Iranian cyberespionage (and a possible APT side-hustle).
Fortinet describes a spearphishing effort against Jordanian diplomatic targets that was evidently conducted by Iran. The lure is a familiar "please acknowledge receipt of this document" come-on, but the payload is more sophisticated than the usual run of criminal phishing. The Excel macro in the phish hook may have been accompanied by anti-analysis features. The malware itself would sleep for six-to-eight hours, and the attackers used DNS tunneling for command and control. Their three command-and-control servers were also used unusually intelligently: two of them were "tightly controlled" and were brought up only at specific times. The third server has apparently been used for misdirection, to make attribution more difficult. Fortinet thinks the campaign was run by APT34 (also known as Helix Kitten) an Iranian government-directed threat group.
Another Iranian threat group, APT35 (or Charming Kitten) has been, Hacker News reports, actively conducting ransomware attacks. The activity cluster is tracked, by Secureworks, as Cobalt Mirage. Two series of attacks are reported, One uses BitLocker and DiskCryptor "for financial gain;" the other, while it also deployed ransomware opportunistically, is directed principally toward gaining access to, and collecting intelligence from, espionage targets.
Roblox vulnerabilities undergoing active exploitation.
Avanan reports that a Trojan file "hidden within a legitimate scripting engine that’s used for cheat code" is affecting users of the popular gaming platform Roblox. "The tool," Synapse X," installs an executable file that installs library files into the Windows system folder, giving the program the potential to break applications, corrupt or remove data, or send information back to the hacker." Synapse X has legitimate uses, but in this case it's serving as a dropper, and one of the files it's dropping is a backdoor. The evident goal is to use Roblox as a way into networks of interest; it's not simply a hack designed to annoy gamers.
CIA gets a CISO.
Rick Baich, CISO at AIG, has agreed to return to Government service. He'll be assuming duties as the Central Intelligence Agency's Chief Information Security Officer and Director of the Office of Cyber Security.
CISA issues ICS advisories.
The US Cybersecurity and Infrastructure Security Agency (CISA) yesterday issued an unusually large number of industrial control system (ICS) advisories:
The following sections pertain directly to the cyber phases of Russia's hybrid war against Ukraine. CyberWire's continuing coverage of the unfolding crisis in Ukraine may be found here.

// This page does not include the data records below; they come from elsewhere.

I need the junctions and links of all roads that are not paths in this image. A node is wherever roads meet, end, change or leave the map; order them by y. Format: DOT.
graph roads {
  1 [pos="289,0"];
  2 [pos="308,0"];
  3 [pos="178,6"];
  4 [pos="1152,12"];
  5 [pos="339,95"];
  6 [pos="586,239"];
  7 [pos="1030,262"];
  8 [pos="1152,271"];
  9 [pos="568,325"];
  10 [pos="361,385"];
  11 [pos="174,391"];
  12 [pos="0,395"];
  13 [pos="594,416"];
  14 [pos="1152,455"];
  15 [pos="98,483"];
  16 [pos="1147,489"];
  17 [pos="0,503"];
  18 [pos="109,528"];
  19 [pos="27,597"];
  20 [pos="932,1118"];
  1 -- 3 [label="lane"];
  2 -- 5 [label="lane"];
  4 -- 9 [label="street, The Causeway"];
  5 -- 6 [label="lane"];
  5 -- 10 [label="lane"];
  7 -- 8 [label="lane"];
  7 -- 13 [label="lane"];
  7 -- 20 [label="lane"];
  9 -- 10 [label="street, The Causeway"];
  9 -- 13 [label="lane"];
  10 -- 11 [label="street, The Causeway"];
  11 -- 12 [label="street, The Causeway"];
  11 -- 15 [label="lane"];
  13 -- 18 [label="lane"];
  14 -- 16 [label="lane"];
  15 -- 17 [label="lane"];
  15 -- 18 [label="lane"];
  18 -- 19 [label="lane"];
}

War crimes, in physical space and cyberspace.
A captured Russian soldier has been placed on trial by Ukrainian authorities for the shooting of a civilian in the early days of the war. Deutsche Welle identifies the defendant as Vadim Shishimarin. His unit was fleeing Ukrainian forces east of Kyiv. His tank disabled, Shishimarin is said to have fired at, stopped, and stolen a civilian car. As they were driving away seeking safety, Shishimarin is said to have shot and killed a sixty-two-year-old man to prevent him from revealing their position. Shishimarin is said to have acknowledged the killing, but has yet to enter a plea. “I was ordered to shoot,” the AP quotes Shyshimarin as saying. “I shot one (round) at him. He falls. And we kept on going.” It's not known who ordered him to shoot, or how the order was received.
The casual murder of civilians is obviously a war crime, and waging aggressive war is a recognized crime against peace. What about cyberattacks? Under what conditions might a cyber operation constitute a war crime?
Wired reports that the the Human Rights Center at UC Berkeley's School of Law has formally requested that the Office of the Prosecutor for the International Criminal Court (ICC) in the Hague consider prosecuting the GRU's Sandworm group for war crimes. Those crimes weren't committed during the present war, however. The alleged crimes were the December 2015 targeting of electric utilities in Western Ukraine and the 2016 takedown of portions of the grid around Kyiv. affecting hundreds of thousands of civilians.
The Human Rights Center is interested in bringing cyberspace under the scope of international law, and in securing recognition of cyberspace as a fifth domain of warfare. The GRU's two cyberattacks are attractive cases for such purposes because they're well-attested and unambiguously attributed. They also had a clear kinetic effect: they disrupted power distribution in portions of Ukraine. And, finally, and this is most important for the laws of armed conflict, the attacks were indiscriminate, not directed against a military target, but instead directed against an essentially civilian population.
The extension of international law to cyberspace, and the deterrent effect this might have on other state actors, are the goals of the Human Rights Center's request. Given that the Sandworm hackers have already been indicted under domestic law (including US law) and have a price on their heads, as far as the individual operators are concerned an ICC action would amount to making the legal rubble bounce, but the Human Rights Center is seeking to establish a principle.